Pensions - Articles - FTSE350 pension deficits increase to £137bn


Mercer’s Pensions Risk Survey data shows that the accounting deficit of defined benefit (DB) pension schemes for the UK’s 350 largest listed companies increased from £127bn at the end of November to £137bn on 30 December 2016.

 Deficits increased from £39bn at the end of 2015 to £137bn on 30 December 2016.
 Corporate bond yields fell by more than 100 basis points over 2016, increasing liabilities on companies’ balance sheets.
 Pension deficit contributions and positive asset returns have been offset by the fall in corporate bond yields and rise in inflation expectations.

 At 30 December 2016, asset values were £720bn (representing an increase of £19bn compared to the corresponding figure of £701bn at 30 November 2016), and liability values were £857bn (representing an increase of £29bn compared to the corresponding figure of £828bn at the end of November). Both liabilities and deficits have increased significantly compared to the end of 2015 when assets were £634bn and liabilities were £673bn with a corresponding deficit of £39bn.

 “After a very challenging year, pension deficits increased again and end the year more than three times higher than the end of 2015 at £137bn. This continues to put real pressure on any risk management plans and will require Trustees and corporate sponsors to work closely together to establish the right framework to monitor and manage those risks,” said Alan Baker, UK DB Risk Leader for Mercer. “Depending on the nature and sensitivity of the pension scheme's covenant it is crucial that Trustees and sponsors position themselves appropriately to deal with the key scenarios that can emerge."

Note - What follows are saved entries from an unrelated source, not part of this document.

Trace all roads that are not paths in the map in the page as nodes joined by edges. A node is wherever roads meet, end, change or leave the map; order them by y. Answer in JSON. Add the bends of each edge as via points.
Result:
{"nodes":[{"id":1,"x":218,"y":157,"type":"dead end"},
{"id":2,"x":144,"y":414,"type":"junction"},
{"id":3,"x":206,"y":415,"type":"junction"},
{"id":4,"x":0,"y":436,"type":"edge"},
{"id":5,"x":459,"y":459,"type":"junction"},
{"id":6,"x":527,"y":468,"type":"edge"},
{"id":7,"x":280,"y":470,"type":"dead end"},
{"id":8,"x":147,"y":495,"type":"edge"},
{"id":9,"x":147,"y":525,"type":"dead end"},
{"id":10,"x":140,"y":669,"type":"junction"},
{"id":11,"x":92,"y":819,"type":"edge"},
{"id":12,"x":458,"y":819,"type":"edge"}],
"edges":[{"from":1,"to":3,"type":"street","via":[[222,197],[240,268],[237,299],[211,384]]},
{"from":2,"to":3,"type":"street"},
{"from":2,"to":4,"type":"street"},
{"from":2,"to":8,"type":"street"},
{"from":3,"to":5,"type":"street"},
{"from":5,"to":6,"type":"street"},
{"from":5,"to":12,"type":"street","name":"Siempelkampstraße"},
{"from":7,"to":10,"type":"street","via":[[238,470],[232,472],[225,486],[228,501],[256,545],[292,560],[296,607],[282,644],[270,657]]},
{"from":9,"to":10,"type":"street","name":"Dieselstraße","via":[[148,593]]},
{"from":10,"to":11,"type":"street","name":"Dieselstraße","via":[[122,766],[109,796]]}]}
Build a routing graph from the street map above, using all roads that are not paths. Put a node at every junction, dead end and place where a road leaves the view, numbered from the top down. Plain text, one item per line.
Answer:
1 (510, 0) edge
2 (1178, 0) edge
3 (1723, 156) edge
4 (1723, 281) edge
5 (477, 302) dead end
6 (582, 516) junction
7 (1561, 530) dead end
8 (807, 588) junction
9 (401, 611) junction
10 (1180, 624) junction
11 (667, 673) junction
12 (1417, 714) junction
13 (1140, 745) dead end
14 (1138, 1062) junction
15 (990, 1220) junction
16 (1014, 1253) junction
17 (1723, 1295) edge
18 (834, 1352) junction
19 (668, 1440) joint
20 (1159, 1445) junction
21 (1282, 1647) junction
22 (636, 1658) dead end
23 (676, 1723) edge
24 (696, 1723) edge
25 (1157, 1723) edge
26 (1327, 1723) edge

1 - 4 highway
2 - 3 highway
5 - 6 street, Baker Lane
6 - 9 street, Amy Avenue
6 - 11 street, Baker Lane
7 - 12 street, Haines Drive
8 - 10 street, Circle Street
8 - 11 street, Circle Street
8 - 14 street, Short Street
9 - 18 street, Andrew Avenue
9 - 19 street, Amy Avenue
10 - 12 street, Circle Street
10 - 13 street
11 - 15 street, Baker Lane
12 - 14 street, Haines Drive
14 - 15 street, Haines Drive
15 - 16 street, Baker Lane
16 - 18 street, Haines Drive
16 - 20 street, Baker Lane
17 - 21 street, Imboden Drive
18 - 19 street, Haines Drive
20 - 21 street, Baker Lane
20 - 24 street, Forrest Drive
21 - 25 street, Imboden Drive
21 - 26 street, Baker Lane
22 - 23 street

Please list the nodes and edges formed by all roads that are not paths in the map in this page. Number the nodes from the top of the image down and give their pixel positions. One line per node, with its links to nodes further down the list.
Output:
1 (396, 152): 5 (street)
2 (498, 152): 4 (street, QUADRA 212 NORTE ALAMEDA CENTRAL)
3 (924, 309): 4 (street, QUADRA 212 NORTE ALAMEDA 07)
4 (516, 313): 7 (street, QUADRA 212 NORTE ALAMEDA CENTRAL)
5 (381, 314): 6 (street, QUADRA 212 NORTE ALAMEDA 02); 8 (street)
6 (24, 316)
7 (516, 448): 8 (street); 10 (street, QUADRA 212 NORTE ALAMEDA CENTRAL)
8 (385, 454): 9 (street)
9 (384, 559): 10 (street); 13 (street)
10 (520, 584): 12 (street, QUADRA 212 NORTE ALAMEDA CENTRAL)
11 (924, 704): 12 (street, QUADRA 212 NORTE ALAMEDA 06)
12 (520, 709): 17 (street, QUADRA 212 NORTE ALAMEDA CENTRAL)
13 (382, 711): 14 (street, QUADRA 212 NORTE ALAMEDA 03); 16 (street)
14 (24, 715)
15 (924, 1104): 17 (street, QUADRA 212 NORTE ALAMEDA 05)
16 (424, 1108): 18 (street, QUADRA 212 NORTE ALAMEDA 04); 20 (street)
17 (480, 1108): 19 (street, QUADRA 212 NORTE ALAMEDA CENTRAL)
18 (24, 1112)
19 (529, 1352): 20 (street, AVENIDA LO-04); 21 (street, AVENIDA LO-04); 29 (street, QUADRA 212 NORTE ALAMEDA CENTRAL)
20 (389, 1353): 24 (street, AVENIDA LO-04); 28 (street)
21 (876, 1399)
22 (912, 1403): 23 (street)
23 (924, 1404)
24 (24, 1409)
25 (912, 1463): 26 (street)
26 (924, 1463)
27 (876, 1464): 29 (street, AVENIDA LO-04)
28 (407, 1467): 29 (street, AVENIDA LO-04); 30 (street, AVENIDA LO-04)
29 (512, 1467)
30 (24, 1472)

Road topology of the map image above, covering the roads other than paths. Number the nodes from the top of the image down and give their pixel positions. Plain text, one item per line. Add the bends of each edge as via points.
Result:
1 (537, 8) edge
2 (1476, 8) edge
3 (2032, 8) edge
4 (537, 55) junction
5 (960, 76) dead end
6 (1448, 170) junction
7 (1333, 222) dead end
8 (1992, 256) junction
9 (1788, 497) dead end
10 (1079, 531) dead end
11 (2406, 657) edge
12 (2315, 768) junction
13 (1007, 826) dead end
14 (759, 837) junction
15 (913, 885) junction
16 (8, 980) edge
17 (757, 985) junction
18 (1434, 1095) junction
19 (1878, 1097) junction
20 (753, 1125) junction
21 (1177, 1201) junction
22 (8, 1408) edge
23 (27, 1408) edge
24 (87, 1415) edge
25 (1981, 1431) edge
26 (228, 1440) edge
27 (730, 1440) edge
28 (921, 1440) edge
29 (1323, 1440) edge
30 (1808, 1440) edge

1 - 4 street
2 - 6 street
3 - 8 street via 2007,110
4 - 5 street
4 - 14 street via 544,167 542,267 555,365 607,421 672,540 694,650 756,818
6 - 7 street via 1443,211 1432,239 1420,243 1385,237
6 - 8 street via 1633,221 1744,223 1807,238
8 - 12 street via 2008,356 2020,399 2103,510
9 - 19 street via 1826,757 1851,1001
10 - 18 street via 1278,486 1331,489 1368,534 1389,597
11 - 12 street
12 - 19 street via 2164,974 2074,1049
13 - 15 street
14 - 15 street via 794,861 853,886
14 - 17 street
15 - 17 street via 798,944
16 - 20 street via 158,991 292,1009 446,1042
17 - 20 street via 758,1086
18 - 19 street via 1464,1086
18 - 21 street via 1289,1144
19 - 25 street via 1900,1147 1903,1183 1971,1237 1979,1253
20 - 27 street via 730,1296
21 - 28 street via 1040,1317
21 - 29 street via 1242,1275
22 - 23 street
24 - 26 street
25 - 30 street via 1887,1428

 Le Roy van Zyl, a Mercer Senior Consultant, commented, "Pension scheme trustees and sponsors face the new year with significant uncertainty. Brexit is likely to move beyond a mere intention, and the effect of new leadership in the US will become clear - not to mention other major events such the French presidential elections.”

 Mr van Zyl added, "If we look at how volatile conditions have been, and how volatile they may well continue to be, schemes will have to be responsive on a variety of issues. In this environment, best outcomes will be achieved by tackling covenant, funding and risk management together. It will be especially important to focus on future cashflow requirements in different scenarios."

 Mercer’s data relates to about 50% of all UK pension scheme liabilities and analyses pension deficits calculated using the approach companies have to adopt for their corporate accounts. The data underlying the survey is refreshed as companies report their year-end accounts. Other measures are also relevant for trustees and employers considering their risk exposure. But data published by the Pensions Regulator and elsewhere tells a similar story.